El filme persuade en algunos trechos, y se hace convincente y mágica. Las criaturas mitológicas que habitan en la tierra de Narnia —enanos, minotauros, silfos, brujas— se han esparcido por todo el horizonte, y la Edad de Oro de Narnia terminó cuando llegaron los Telmarines. Ahora viven ocultos, dispersos por todos lados, amenazados y mascullando el dolor, a la espera de un libertador. Por eso, cuando aparece Caspian, primero, y los reyes, luego, se desata la furia, y los narnianos, empuñando espadas y arcos, encabezados por sus reyes, deciden tomar el poder por la fuerza y promover el equivalente a un golpe de Estado.

 

 

Ahí, en esa atmósfera, son propicias las batallas épicas y la lucha justa por alcanzar lo que les pertenece. Y la película aprovecha muy bien esa circunstancia. Por eso decimos que es la mejor parte, donde se desatan esas batallas encarnizadas por el poder. Claro que no vemos aquí la fiereza de los escoceses conducidos por William Wallace, ni la sanguinolencia de los gladiadores romanos; son, pues, batallas diseñadas para conmover a un público pueril, y tampoco se trata de asustar a los pequeñines desparramando en el campo regueros de sangre. Pero aun con esas restricciones, ésta es la parte más sólida de la cinta.

 

Tierra edénica

 

Ahora bien, el reino de Narnia es una suerte de sucursal de la tierra del Edén, sometida por la fuerza subyugante de algunos Telmarines nefandos que ambicionan la soberanía.
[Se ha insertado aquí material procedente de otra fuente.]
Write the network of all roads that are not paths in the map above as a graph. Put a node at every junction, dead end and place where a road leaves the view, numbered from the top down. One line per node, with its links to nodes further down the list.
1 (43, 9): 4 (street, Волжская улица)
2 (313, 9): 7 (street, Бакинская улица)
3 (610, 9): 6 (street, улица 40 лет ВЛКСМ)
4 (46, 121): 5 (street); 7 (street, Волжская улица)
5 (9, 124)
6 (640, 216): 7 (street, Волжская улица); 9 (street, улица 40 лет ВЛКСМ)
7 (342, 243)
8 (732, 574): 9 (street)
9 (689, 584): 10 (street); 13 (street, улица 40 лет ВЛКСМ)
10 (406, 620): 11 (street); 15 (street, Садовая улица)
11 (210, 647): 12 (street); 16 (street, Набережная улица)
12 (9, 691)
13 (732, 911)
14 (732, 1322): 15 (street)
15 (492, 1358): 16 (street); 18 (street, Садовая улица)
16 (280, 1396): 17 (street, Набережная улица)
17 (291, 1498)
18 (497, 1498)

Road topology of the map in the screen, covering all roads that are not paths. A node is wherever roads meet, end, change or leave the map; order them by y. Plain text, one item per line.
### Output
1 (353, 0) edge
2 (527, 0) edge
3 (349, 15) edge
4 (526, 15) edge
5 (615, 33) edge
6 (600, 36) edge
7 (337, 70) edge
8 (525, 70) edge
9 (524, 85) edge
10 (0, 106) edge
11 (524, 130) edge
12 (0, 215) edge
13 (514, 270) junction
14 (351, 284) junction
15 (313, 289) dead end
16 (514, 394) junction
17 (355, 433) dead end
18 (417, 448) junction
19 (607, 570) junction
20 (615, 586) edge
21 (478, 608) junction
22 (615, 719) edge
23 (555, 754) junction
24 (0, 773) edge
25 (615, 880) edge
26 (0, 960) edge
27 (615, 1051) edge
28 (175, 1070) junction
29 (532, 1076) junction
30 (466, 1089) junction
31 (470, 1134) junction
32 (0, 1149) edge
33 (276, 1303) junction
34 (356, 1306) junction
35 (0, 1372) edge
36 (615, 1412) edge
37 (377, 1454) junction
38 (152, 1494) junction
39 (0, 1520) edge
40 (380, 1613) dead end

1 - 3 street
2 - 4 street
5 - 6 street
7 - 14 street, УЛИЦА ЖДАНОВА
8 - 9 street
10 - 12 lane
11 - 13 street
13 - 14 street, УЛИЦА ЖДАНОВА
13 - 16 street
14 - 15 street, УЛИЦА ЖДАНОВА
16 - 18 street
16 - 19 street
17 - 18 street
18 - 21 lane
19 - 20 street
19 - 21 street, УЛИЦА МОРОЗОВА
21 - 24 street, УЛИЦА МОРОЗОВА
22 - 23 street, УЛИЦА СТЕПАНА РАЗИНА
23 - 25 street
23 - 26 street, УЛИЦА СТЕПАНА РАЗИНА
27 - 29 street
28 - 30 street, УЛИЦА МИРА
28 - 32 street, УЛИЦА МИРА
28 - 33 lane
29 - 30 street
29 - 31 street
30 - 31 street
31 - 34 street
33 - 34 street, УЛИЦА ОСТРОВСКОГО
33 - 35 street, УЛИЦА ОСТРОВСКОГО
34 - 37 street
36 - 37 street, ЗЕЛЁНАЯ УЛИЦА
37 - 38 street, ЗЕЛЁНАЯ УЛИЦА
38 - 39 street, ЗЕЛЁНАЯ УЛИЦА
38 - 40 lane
Y es que C. S. Lewis, autor, además de Las crónicas de Narnia, de otras muchas obras de análisis del cristianismo, imprime a su obra un componente religioso fuerte, presente también en la película, que, aunque se plantea subliminalmente, está siempre como telón de fondo (las batallas que parecen las de las cruzadas, el león Aslan), recubierto con el tapiz multicolor y los ingredientes mágicos que Disney ha empleado desde siempre con gran maestría.

 

 

El Príncipe Caspian es una película ambiciosa que —como es de esperarse en el cine contemporáneo de este tipo, penosamente— recurre a la misma fórmula efectista de siempre, pues aunque el director es Andrew Adamson, ello parece no importar ya que todo está hecho por computadora. Por eso no se puede hablar mucho del diseño artístico, la fotografía, aunque debemos reconocer que hay abundante imaginería y creatividad para presentar los escenarios.

 

Lo malo de refugiarse en el recurso efectista es que se deja de lado asuntos importantes. Así, pues, aunque los actores son los mismos que en la primera aventura, siguen siendo poco conocidos. En El Príncipe Caspian los buenos son buenos y los malos son malos: se cae en el simplismo y todo tiene un sabor a moraleja.

 

 

La lucha entre el bien y el mal está declarada desde siempre, y en esta segundo aventura de Las crónicas de Narnia se hace patente una vez más. Gloria, valor, fe, épica, todo está presente, con opiniones de parte, claro, como para predicar entre los niños, y todo se justifica muy bien.